About Martin Scholtus
Martin Scholtus was born on February 27, 1984 in Amersfoort, The Netherlands. After graduating from high school, Martin obtained Master degrees in Economics (2007) and Econometrics (2009) from the Erasmus University Rotterdam. In 2009 he started his PhD in Economics at the Tinbergen Institute. Part of his work is published in the Journal of Banking and Finance.
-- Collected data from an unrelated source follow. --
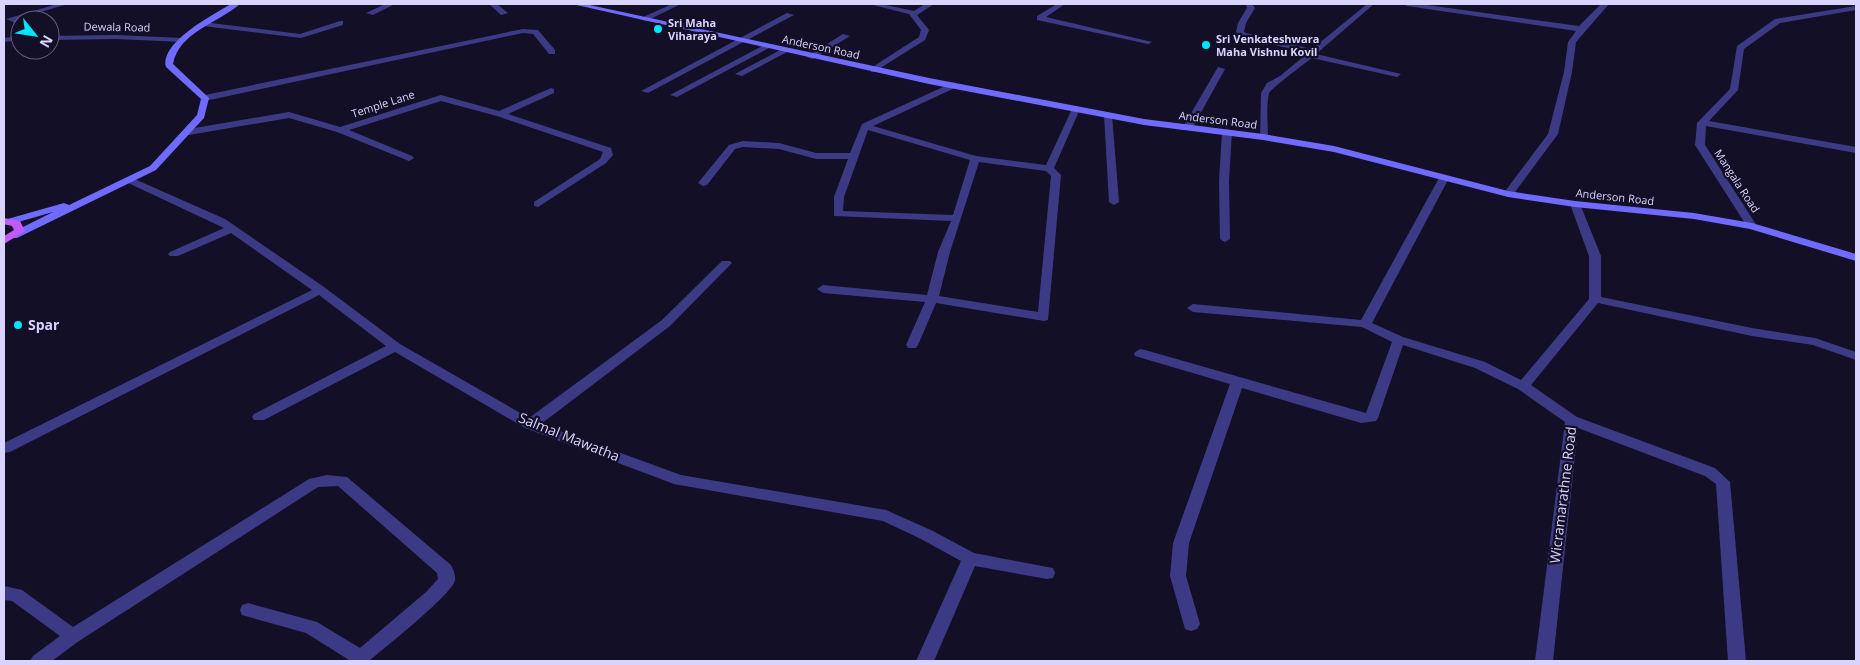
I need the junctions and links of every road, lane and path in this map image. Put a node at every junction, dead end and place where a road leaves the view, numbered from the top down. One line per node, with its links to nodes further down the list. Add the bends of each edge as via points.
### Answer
1 (64, 4): 19 (street)
2 (236, 4): 22 (main road)
3 (392, 4): 16 (street)
4 (493, 4): 15 (street)
5 (576, 4): 20 (main road, Anderson Road)
6 (677, 4): 20 (street)
7 (872, 4): 17 (street)
8 (930, 4): 17 (street)
9 (1061, 4): 28 (street, via 1041,17)
10 (1249, 4): 32 (street, via 1251,8 1240,32 1243,35)
11 (1371, 4): 32 (street)
12 (1407, 4): 23 (street)
13 (1605, 4): 23 (street)
14 (1856, 8): 46 (street, via 1778,21 1740,48 1734,90)
15 (504, 12)
16 (370, 13)
17 (913, 14): 35 (street, via 925,30 922,38)
18 (790, 15): 27 (street)
19 (7, 18)
20 (643, 19): 27 (main road, Anderson Road)
21 (340, 23): 22 (street, via 301,36)
22 (203, 24): 26 (main road)
23 (1581, 29): 62 (street, via 1572,42 1553,134)
24 (846, 36): 33 (street)
25 (60, 38): 26 (street, Dewala Road)
26 (183, 40): 42 (main road, via 171,54 170,65)
27 (741, 40): 29 (main road, Anderson Road); 40 (street)
28 (1148, 42)
29 (767, 47): 30 (main road, Anderson Road); 41 (street)
30 (785, 51): 33 (main road, Anderson Road); 36 (street)
31 (552, 52): 42 (street, via 535,32 523,31)
32 (1312, 54): 37 (street); 52 (street, via 1267,90)
33 (810, 56): 35 (main road, Anderson Road)
34 (1221, 69): 48 (street)
35 (874, 70): 38 (main road, Anderson Road)
36 (739, 74)
37 (1397, 74)
38 (954, 84): 43 (main road, Anderson Road); 47 (street)
39 (551, 91): 44 (street)
40 (645, 91)
41 (674, 95)
42 (205, 98): 50 (main road, via 201,116)
43 (1076, 109): 45 (main road, Anderson Road); 57 (street)
44 (500, 114): 49 (street, Temple Lane, via 441,98); 64 (street, Temple Lane, via 608,150 603,161)
45 (1108, 115): 48 (main road, Anderson Road); 63 (street)
46 (1702, 122): 53 (street); 68 (street, Mangala Road, via 1700,145)
47 (865, 126): 54 (street); 56 (street)
48 (1188, 127): 51 (main road, Anderson Road)
49 (340, 130): 50 (street, Temple Lane, via 289,115); 55 (street)
50 (188, 132): 59 (main road, via 153,168)
51 (1227, 132): 52 (main road, Anderson Road); 71 (street)
52 (1263, 137): 58 (main road, Anderson Road, via 1334,149)
53 (1856, 150)
54 (853, 156): 60 (street, via 816,156 779,146 743,144 732,148); 66 (street, via 839,197 838,214)
55 (409, 158)
56 (975, 160): 57 (street); 66 (street)
57 (1053, 172): 77 (street, via 1044,317)
58 (1444, 178): 62 (main road, Anderson Road); 80 (street)
59 (130, 180): 61 (main road); 69 (street, Salmal Mawatha)
60 (703, 183)
61 (101, 193): 67 (main road); 70 (main road)
62 (1508, 194): 65 (main road, Anderson Road)
63 (1114, 202)
64 (538, 204)
65 (1575, 204): 68 (main road, Anderson Road, via 1694,216); 78 (street, via 1595,256)
66 (957, 218): 77 (street)
67 (6, 221): 70 (main road, via 16,223 20,230)
68 (1752, 226): 73 (main road, Anderson Road)
69 (232, 229): 72 (street); 76 (street, Salmal Mawatha)
70 (8, 239)
71 (1225, 239)
72 (174, 254)
73 (1856, 258)
74 (726, 264): 90 (street, via 666,323)
75 (823, 289): 77 (street)
76 (320, 290): 83 (street, Salmal Mawatha); 91 (street)
77 (932, 299): 82 (street)
78 (1595, 299): 85 (street, via 1814,342); 87 (street)
79 (1193, 308): 80 (street, Wicramarathne Road)
80 (1365, 324): 81 (street, Wicramarathne Road)
81 (1399, 340): 86 (street, via 1372,418 1361,418); 87 (street, Wicramarathne Road, via 1480,365)
82 (912, 345)
83 (395, 346): 88 (street); 90 (street, Salmal Mawatha)
84 (1140, 353): 86 (street)
85 (1856, 356)
86 (1237, 382): 96 (street, via 1182,543 1178,576)
87 (1523, 386): 89 (street, Wicramarathne Road)
88 (259, 417)
89 (1572, 420): 101 (street, Wicramarathne Road); 102 (street, via 1710,472 1722,482)
90 (530, 424): 92 (street, Salmal Mawatha, via 679,480 886,516)
91 (5, 448)
92 (970, 559): 93 (street, Salmal Mawatha); 100 (street)
93 (1047, 573)
94 (4, 593): 97 (street, via 16,596)
95 (248, 610): 99 (street, via 311,627)
96 (1191, 624)
97 (73, 636): 98 (street); 99 (street, via 314,483 342,481 445,570 447,581)
98 (45, 660)
99 (359, 660)
100 (925, 661)
101 (1544, 661)
102 (1737, 661)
About 'The Impact of High-Frequency Trading on Financial Markets'
Over the past decade the rise of automated trading has transformed financial markets. Nowadays, a large part of trading volume can be attributed to high-frequency traders that receive a considerable amount of attention from regulators such as the SEC and media. Part of this attention stems from the continuously growing list of incidents involving high-frequency trading. The most famous incident is, without doubt, the Flash Crash of May 6, 2010. The research presented in this thesis contributes to the knowledge about high-frequency trading by (1) providing a detailed overview of stylized facts of the new trading environment, (2) investigating the importance of trading speed for the profitability of technical and news-based trading strategies, (3) analyzing the effect of high-frequency trading on market quality measures, such as volatility and liquidity, and (4) examining the effect of high-frequency trading on IPO underpricing and market quality on the first trading day of a stock. The results show that trading speed has a significant statistical and economic impact on profitability, especially during macroeconomic news announcements. Furthermore, the effect of an increase in high-frequency trading activity on market quality is mixed, with both positive and negative relations, depending on the market quality and algorithmic trading proxy under consideration.